Can a script be called outside of ArborText Editor or Publishing Engine?

Greetings.

 

I am currently researching the various PTC tools (ArborText Editor, Publishing Engine) for API information. What I am looking for is a way to publish a document in the various supported format. In essence, mimick the GUI behaviour but from a script. Based on searching the threads and some of the reference documentation, I have a couple of questions.

 

- Is the ACL reference shared amongst the tools (PE and Editor)?

 

- Is it possible to run a script (Java, Perl etc.) OUTSIDE of ArborText Editor (the Programmer's Guide seems to indicate that this is not possible) and publish a document? Or should one access the PE in Windchill to publish a document?

 

6 REPLIES 6

There are many ways to use the publishing functionality.

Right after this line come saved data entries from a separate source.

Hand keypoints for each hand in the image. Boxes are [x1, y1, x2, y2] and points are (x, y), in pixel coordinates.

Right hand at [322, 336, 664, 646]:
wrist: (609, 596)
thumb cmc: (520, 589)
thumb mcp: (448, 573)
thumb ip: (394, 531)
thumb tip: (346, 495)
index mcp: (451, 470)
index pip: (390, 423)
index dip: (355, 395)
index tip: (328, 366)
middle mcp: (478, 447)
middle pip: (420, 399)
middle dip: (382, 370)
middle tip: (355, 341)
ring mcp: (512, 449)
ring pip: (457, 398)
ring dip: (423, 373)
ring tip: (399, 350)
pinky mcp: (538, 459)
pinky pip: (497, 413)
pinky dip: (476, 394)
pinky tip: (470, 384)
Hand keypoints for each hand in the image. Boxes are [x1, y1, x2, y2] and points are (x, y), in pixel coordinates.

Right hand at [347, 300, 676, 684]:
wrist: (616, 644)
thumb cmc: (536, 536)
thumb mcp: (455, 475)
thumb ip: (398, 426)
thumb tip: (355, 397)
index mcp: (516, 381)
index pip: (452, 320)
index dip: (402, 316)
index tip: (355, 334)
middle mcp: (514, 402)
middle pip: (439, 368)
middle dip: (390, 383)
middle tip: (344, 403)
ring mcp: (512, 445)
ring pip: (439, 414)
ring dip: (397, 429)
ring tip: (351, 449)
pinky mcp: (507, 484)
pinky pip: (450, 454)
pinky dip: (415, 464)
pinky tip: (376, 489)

  1. Yes, PE and Editor both include the same Arbortext core with ACL. PE also has a bunch of extra Java stuff running under Apache Tomcat.
  2. Options:
    1. You can call Arbortext with command line parameters to run stuff in batch mode.
    2. You can have Arbortext init.acl scripts call your own functionality at startup.
    3. You can write Java extensions that are loaded with the Arbortext JVM.
    4. The more modern approach is to use the PE web services interface to do the publishing. From memory, you can call f=compose for a full publish or f=java or f=acl to execute some code.
  3. You can certainly use Windchill to publish, assuming WVS (Windchill Visualization Services) has been setup to integrate with PE.

There is loads of ACL code that ships with the application. This implements a lot of the GUI functionality, so you can reuse those functions in your own code, e.g. to publish. Just do a bit of fossicking through the *.acl files.

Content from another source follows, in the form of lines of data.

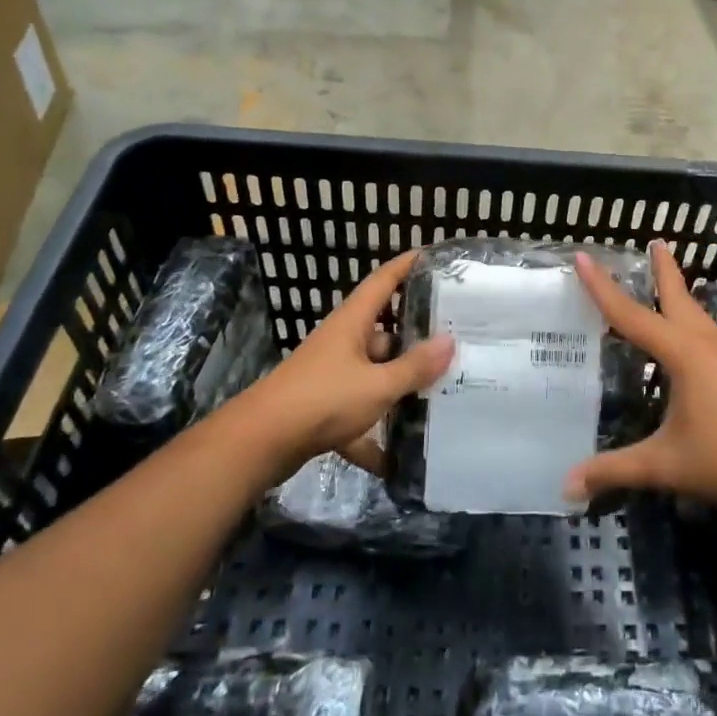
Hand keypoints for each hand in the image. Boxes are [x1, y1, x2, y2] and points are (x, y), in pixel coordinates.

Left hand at [236, 249, 451, 479]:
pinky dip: (376, 434)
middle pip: (385, 332)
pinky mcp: (324, 407)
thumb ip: (414, 367)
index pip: (383, 282)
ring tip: (441, 393)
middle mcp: (342, 343)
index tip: (433, 256)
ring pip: (375, 374)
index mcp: (353, 323)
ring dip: (400, 385)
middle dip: (417, 338)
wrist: (259, 444)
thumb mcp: (377, 384)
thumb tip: (449, 342)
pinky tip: (398, 459)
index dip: (406, 266)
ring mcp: (332, 375)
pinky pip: (360, 412)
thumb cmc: (322, 399)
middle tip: (457, 340)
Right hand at [564, 241, 716, 516]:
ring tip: (664, 281)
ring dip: (678, 292)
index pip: (632, 315)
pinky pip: (706, 329)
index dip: (602, 288)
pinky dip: (689, 318)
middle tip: (654, 242)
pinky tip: (689, 333)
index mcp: (683, 354)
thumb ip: (614, 470)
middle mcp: (705, 343)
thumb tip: (567, 486)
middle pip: (677, 297)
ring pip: (696, 312)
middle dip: (663, 269)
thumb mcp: (664, 464)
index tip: (583, 257)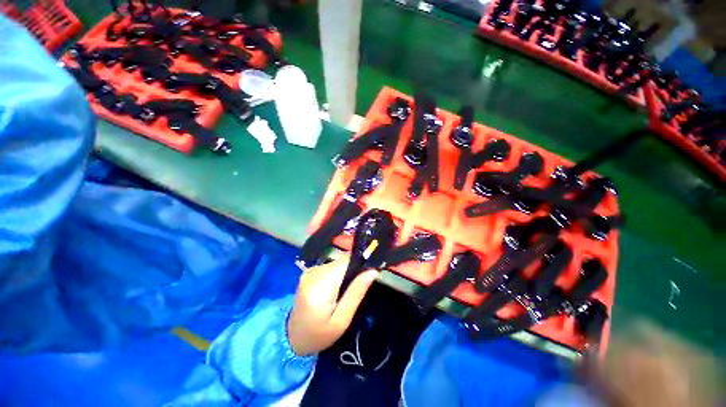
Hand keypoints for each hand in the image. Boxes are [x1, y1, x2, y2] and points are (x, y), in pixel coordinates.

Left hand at [287, 256, 377, 355]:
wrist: (292, 338)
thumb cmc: (320, 334)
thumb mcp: (342, 320)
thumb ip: (356, 293)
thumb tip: (373, 271)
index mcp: (320, 286)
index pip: (345, 262)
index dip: (360, 263)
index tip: (369, 273)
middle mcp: (313, 273)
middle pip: (341, 261)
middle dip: (353, 269)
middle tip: (357, 287)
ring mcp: (309, 271)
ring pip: (336, 262)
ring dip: (345, 272)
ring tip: (345, 290)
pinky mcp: (309, 271)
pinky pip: (330, 266)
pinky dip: (337, 273)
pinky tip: (336, 287)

Thank you. I wanted to do a sanity check becasue I thought wach Arbortext product has its own API.

 

I would like to futher my check based on your responses...

  1. You can call Arbortext with command line parameters to run stuff in batch mode.
    • What is "batch mode" and where/how is that enabled from the Windows CLI? Also, what document(s) contains the command line arguments/options and their descriptions?
  2. You can have Arbortext init.acl scripts call your own functionality at startup.
    • This seems to indicate that Editor needs to be launched and the custom scripts would be available
  3. You can write Java extensions that are loaded with the Arbortext JVM.
    • This would indicate that this is more a plug-in functionality versus something stand alone.
  4. The more modern approach is to use the PE web services interface to do the publishing. From memory, you can call f=compose for a full publish or f=java or f=acl to execute some code.
    • This would seem to be the more logical approach and look further into some documentation.

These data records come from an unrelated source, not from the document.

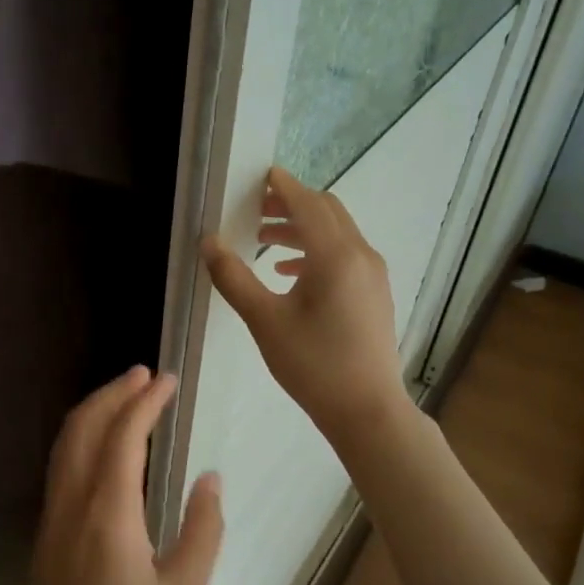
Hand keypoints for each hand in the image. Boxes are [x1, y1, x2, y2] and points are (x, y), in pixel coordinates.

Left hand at [30, 367, 223, 584]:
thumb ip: (202, 528)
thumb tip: (209, 477)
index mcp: (109, 517)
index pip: (123, 436)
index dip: (145, 402)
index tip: (167, 380)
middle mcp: (72, 507)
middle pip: (83, 427)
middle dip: (113, 393)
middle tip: (144, 375)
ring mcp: (52, 519)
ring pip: (65, 445)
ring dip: (93, 411)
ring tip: (125, 395)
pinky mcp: (47, 535)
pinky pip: (61, 467)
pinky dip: (81, 437)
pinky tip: (104, 443)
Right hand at [202, 166, 406, 439]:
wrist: (367, 409)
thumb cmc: (313, 364)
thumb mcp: (264, 321)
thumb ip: (234, 278)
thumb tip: (208, 243)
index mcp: (335, 255)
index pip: (307, 204)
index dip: (283, 186)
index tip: (262, 175)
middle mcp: (360, 255)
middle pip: (327, 211)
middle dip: (291, 204)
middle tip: (256, 210)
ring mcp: (373, 274)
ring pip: (337, 233)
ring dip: (302, 228)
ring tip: (264, 242)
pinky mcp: (375, 292)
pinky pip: (345, 253)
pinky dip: (317, 250)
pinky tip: (290, 273)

There is a considerable amount I wish to cover with this research and I am learning the tool as we go. There is a picture within the Programmer's Guide that shows Editor and PE can be accessed with a Java application/script. But we want to be able to publish and not have to launch the GUI. If this is not possible and the only way to accomplish this is to use the folder structure to store our scripts, then I would like to demo such functions. 

Batch mode (batch processing): https://en.wikipedia.org/wiki/Batch_processing

Yes you can publish without using the GUI, no problem at all. You make HTTP or SOAP requests to PE and it will do the necessary. You can pass files "over the wire" or by placing them on a file share accessible to the PE machine and pointing PE to those files. You do need to ensure your doctypes (custom folder) is up to date on the PE machine and registered with PE. The custom folder is what will contain your DTD/Schema and stylesheets.

Thank you.

 

I have looked into the WVS portion for publishing an XML to PDF and I see that WVS is used more with/for the Creo View. The documentation indicates that one would need to install WVS and configure WVS to use the PE for publishing. Would this suffice for an XML to PDF conversion?

 

Also, if WVS leverages PE, what really is the difference between WVS versus PE?

WVS (Windchill Visualization Services) is the connector between the Windchill repository and the Publishing Engine service. It is an integration tool, nothing more.